* Your assignment
The line containing "ring pip: (158, 150)" and each line after it, through the final line of the data, are to be retyped exactly, with pictures left out.
[Dataset records Boundary: Start]
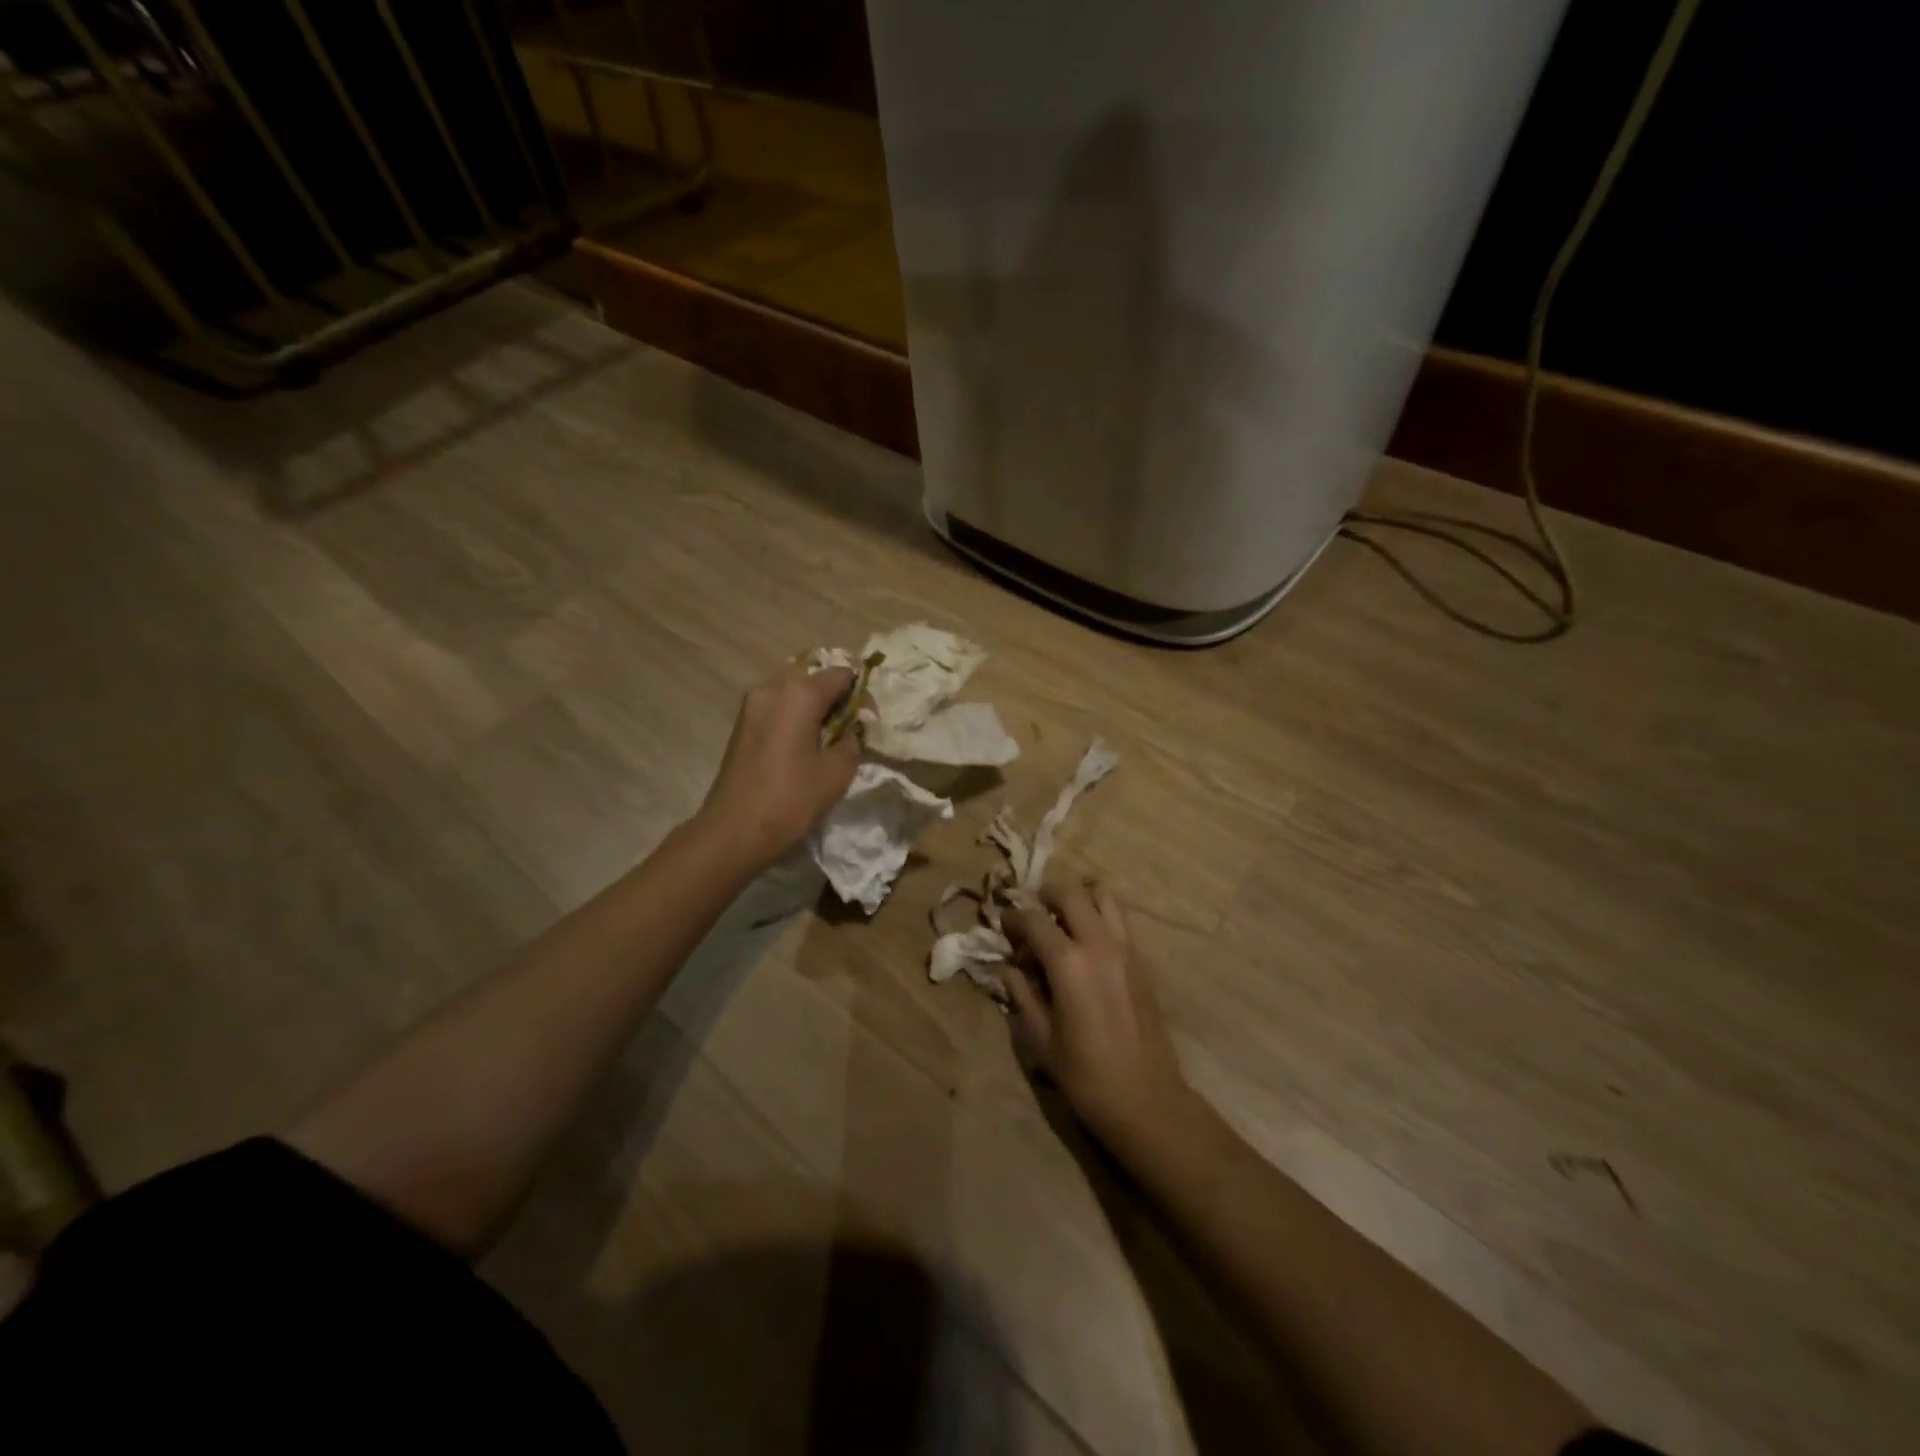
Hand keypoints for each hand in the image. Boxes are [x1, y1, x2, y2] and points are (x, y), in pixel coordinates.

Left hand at [695, 663, 862, 871]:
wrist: (734, 831)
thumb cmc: (790, 799)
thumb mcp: (837, 772)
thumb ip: (852, 740)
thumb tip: (850, 730)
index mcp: (800, 693)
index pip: (841, 674)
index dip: (861, 694)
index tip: (868, 722)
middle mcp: (773, 687)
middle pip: (814, 676)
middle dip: (836, 696)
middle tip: (849, 727)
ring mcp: (752, 704)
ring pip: (793, 690)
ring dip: (814, 706)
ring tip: (827, 737)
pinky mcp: (742, 723)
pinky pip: (777, 706)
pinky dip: (795, 715)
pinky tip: (803, 744)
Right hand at [1005, 883, 1196, 1154]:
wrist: (1146, 1099)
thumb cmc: (1086, 1074)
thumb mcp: (1040, 1038)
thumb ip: (1021, 994)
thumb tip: (1009, 967)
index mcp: (1069, 963)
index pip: (1034, 920)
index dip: (1013, 918)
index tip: (1002, 926)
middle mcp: (1099, 944)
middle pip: (1071, 893)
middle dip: (1046, 895)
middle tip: (1032, 914)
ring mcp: (1126, 949)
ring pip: (1103, 897)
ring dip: (1079, 899)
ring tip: (1063, 919)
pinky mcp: (1142, 961)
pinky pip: (1118, 921)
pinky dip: (1099, 917)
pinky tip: (1086, 945)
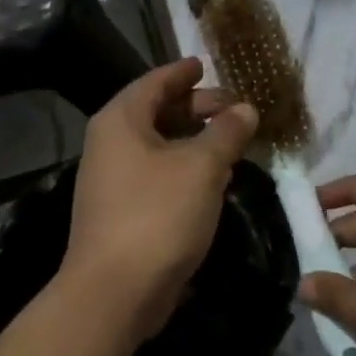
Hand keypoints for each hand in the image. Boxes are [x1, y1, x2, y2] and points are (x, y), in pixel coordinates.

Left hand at [59, 58, 257, 341]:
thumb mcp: (201, 167)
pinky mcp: (123, 214)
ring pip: (158, 150)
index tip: (205, 65)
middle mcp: (110, 146)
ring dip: (193, 144)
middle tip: (233, 110)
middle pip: (156, 114)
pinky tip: (212, 182)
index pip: (154, 82)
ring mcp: (113, 183)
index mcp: (120, 122)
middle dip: (196, 109)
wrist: (116, 290)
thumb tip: (245, 109)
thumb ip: (226, 133)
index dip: (182, 73)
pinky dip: (184, 172)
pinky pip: (157, 179)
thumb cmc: (158, 216)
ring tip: (230, 143)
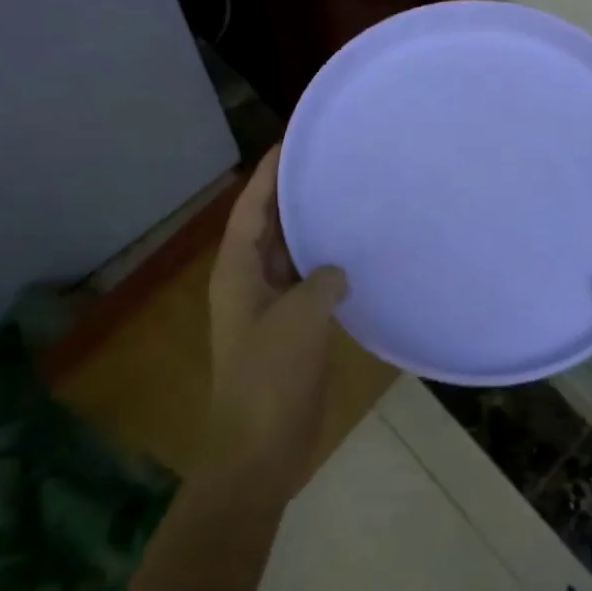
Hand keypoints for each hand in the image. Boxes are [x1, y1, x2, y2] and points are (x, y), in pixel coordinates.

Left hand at [205, 146, 348, 498]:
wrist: (260, 450)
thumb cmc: (271, 377)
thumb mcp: (300, 318)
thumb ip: (321, 280)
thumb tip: (336, 272)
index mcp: (237, 271)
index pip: (251, 207)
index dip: (268, 173)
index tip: (292, 141)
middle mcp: (248, 280)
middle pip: (269, 225)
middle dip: (293, 194)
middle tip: (329, 162)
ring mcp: (268, 305)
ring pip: (289, 253)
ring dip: (311, 228)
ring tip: (345, 197)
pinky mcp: (289, 328)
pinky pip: (307, 281)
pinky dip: (325, 264)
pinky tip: (354, 254)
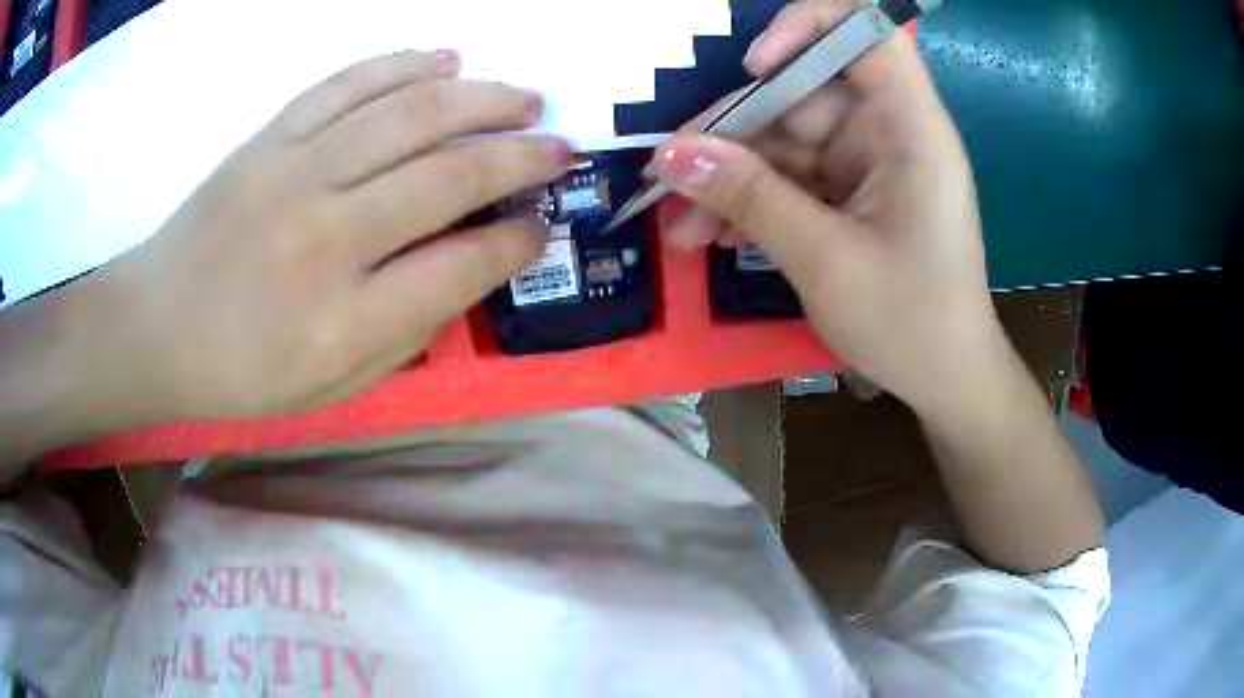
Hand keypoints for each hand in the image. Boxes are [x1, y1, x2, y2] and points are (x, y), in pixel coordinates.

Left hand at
[Dataset records Boundary: End]
* The completed task
ring pip: (158, 150)
index tip: (205, 65)
middle mcp: (110, 146)
ring dip: (193, 144)
middle tip: (233, 110)
middle pip: (156, 114)
pinky tip: (212, 182)
index pip: (154, 82)
ring mcp: (113, 183)
index mcp: (120, 122)
middle dip: (196, 109)
wrist: (116, 290)
thumb tip: (245, 109)
thumb ip: (226, 133)
index dip: (182, 73)
pinky dip: (184, 172)
pinky pip: (157, 179)
thumb cmc: (158, 216)
ring tip: (230, 143)
Hand keypoints for each hand in the image. Boxes are [x1, y1, x2, y2] and points are (x, y), in pixel coordinates.

Left hand at [205, 146, 348, 498]:
wrist: (260, 450)
thumb cmc: (271, 377)
thumb mcp: (300, 318)
thumb ip: (321, 280)
thumb tip: (336, 272)
index mcp: (237, 271)
index pip: (251, 207)
index dip: (268, 173)
index tip: (292, 141)
middle mcp: (248, 280)
middle pip: (269, 225)
middle dip: (293, 194)
middle tip: (329, 162)
ring mcp: (268, 305)
ring pip: (289, 253)
ring dip: (311, 228)
ring tip: (345, 197)
pinky mcp: (289, 328)
pinky pip: (307, 281)
pinky dip: (325, 264)
pinky tip: (354, 254)
Hand keypoints for each hand in the image. Boxes are [x1, y1, x2, y2] and points are (x, y), in pixel coordinates.

Left hand at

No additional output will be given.